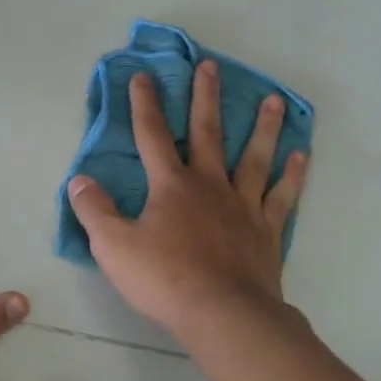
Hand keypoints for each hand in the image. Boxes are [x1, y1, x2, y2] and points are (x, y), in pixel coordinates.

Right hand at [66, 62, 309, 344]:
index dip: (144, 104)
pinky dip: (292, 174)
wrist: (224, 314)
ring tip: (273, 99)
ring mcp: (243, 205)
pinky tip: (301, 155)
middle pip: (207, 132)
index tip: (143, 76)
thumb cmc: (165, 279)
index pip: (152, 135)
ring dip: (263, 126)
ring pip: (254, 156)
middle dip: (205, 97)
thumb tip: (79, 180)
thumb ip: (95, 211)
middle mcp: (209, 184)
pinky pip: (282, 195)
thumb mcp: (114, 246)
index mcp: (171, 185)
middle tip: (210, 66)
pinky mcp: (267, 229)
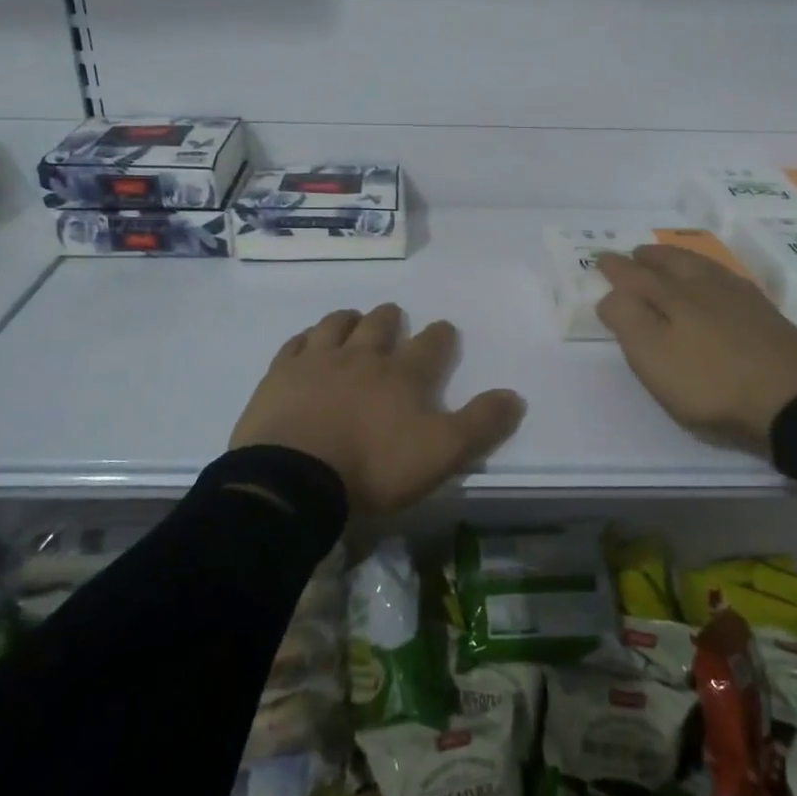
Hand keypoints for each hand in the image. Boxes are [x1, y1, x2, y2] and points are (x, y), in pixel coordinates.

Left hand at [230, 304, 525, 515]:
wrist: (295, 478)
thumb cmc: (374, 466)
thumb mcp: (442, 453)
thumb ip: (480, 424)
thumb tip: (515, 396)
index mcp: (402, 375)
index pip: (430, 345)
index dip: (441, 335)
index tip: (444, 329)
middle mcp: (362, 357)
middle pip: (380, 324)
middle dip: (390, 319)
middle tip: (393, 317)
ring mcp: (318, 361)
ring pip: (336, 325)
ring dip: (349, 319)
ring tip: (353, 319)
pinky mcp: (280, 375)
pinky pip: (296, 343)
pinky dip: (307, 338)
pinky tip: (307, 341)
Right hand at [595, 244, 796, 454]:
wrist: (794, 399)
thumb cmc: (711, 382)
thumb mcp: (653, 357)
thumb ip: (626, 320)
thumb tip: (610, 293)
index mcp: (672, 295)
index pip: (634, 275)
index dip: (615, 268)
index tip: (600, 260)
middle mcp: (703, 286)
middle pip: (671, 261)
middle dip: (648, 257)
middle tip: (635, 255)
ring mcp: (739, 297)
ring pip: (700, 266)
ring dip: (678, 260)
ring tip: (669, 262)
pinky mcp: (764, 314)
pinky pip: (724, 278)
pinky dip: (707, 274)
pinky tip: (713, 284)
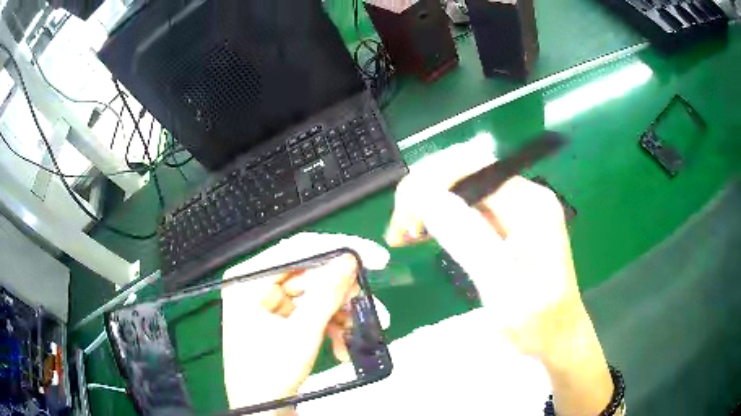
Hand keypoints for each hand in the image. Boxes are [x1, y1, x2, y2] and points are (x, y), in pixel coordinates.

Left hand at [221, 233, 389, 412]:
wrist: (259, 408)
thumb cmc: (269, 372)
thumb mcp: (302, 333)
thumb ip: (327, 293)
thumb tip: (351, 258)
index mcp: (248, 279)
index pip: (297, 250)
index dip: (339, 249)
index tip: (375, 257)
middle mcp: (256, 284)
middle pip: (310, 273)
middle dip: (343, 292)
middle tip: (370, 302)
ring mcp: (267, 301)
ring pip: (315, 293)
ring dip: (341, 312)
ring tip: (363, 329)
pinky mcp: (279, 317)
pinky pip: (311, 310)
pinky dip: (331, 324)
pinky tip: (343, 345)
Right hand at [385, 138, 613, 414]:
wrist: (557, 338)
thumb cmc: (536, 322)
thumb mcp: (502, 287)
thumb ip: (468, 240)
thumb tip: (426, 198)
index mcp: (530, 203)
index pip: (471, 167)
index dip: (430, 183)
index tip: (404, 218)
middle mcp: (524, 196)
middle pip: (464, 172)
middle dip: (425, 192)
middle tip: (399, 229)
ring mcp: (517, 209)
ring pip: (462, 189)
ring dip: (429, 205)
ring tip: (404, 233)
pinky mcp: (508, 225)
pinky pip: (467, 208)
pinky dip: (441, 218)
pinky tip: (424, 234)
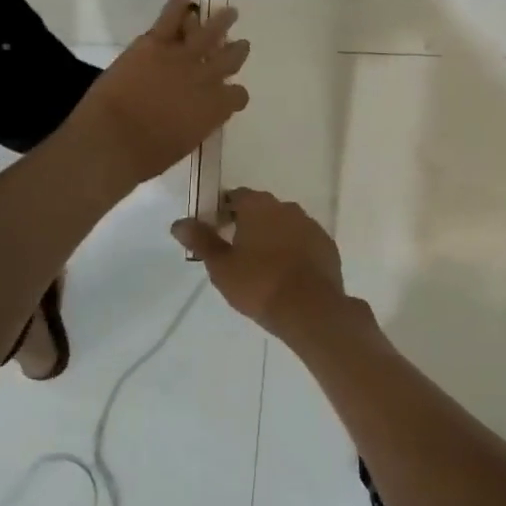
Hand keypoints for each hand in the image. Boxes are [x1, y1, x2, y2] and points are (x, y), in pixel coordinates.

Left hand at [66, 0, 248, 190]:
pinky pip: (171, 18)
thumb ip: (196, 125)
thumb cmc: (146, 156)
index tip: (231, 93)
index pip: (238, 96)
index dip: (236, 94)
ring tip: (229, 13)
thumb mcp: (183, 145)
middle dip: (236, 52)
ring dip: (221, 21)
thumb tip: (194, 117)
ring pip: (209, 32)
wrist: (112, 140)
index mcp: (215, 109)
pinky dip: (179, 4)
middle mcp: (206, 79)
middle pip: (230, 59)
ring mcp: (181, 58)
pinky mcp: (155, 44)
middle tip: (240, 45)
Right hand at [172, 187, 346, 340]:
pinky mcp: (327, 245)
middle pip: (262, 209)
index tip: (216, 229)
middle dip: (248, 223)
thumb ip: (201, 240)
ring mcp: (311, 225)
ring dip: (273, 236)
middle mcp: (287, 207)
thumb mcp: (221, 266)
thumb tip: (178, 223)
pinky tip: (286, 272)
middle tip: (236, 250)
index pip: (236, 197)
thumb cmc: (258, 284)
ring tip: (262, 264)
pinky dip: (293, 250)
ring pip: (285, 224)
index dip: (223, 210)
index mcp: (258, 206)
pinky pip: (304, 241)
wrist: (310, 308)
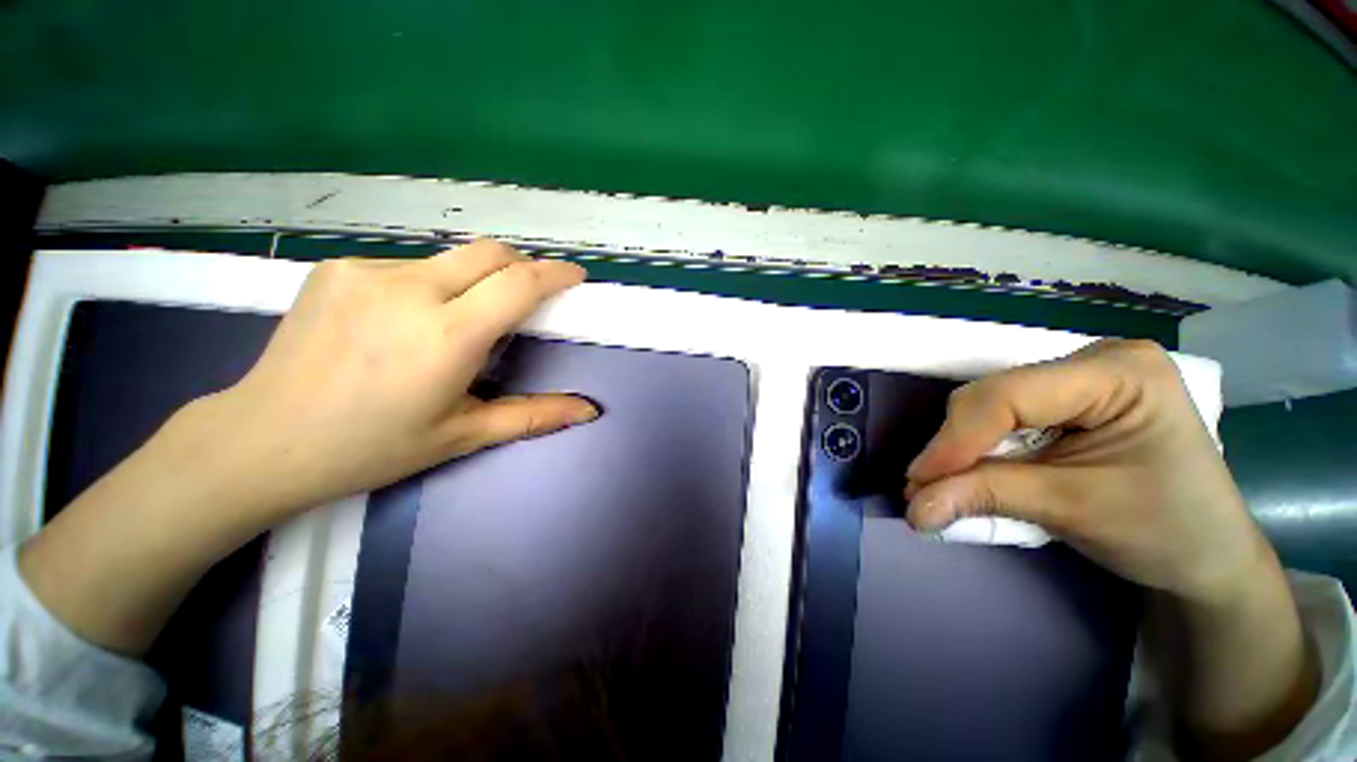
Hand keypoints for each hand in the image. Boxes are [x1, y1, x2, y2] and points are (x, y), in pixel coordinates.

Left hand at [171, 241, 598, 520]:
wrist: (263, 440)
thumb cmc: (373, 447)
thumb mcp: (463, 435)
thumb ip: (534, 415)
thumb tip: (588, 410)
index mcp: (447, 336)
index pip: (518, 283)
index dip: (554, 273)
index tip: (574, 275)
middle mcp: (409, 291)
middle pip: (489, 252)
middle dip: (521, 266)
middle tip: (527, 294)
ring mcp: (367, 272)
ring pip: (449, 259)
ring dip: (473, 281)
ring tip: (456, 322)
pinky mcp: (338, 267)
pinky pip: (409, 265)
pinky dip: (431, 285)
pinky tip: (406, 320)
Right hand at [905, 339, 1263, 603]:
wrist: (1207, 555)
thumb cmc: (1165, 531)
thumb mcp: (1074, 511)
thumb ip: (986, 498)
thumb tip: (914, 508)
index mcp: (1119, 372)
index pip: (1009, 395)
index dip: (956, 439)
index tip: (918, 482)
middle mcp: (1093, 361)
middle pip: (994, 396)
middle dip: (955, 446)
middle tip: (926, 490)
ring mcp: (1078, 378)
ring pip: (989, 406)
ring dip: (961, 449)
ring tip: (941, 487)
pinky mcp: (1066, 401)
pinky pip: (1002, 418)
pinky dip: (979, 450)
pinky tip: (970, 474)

--

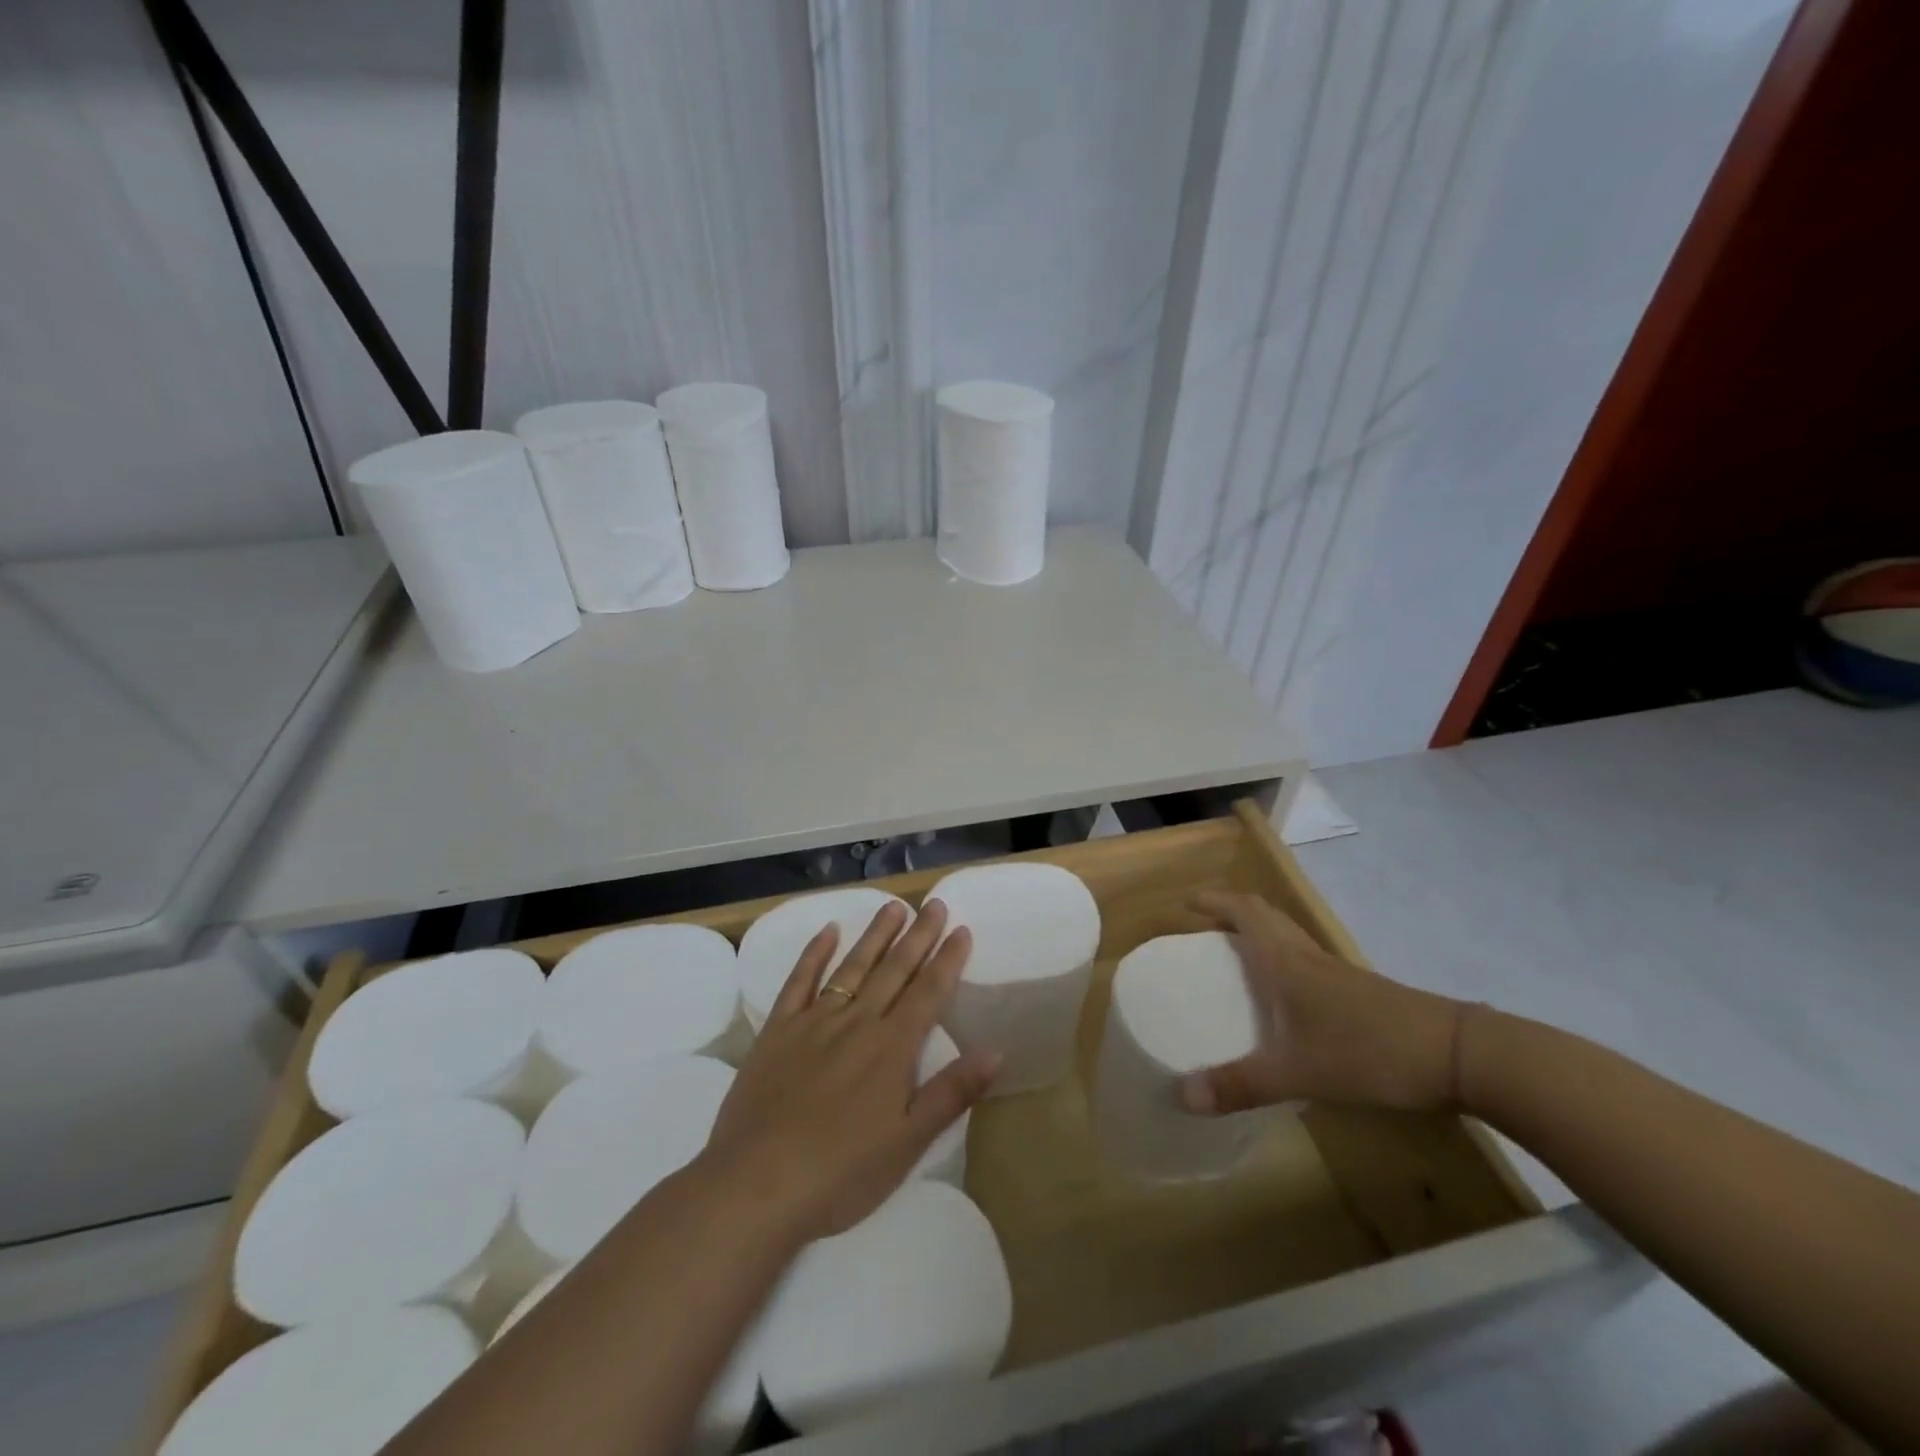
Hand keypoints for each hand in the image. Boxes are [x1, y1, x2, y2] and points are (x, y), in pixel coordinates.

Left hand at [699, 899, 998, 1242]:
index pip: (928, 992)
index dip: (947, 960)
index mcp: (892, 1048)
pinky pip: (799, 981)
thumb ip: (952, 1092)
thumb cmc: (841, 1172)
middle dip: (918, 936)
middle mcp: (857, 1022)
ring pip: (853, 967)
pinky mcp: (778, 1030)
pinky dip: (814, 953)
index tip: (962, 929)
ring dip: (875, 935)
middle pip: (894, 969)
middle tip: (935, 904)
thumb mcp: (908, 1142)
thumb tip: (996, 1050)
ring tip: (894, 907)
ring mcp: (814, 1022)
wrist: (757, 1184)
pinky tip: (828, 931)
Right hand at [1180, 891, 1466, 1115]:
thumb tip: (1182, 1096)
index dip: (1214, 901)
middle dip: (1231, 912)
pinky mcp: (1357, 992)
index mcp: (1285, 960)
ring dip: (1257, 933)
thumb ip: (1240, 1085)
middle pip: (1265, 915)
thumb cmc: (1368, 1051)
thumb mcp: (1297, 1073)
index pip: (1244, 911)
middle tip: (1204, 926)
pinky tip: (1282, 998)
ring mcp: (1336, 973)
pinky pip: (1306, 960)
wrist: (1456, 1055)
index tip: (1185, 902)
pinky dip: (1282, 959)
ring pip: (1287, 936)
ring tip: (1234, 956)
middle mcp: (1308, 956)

Work order
If a line of the data above holds the string "Left", count it, then state only the total.

Exercise response
5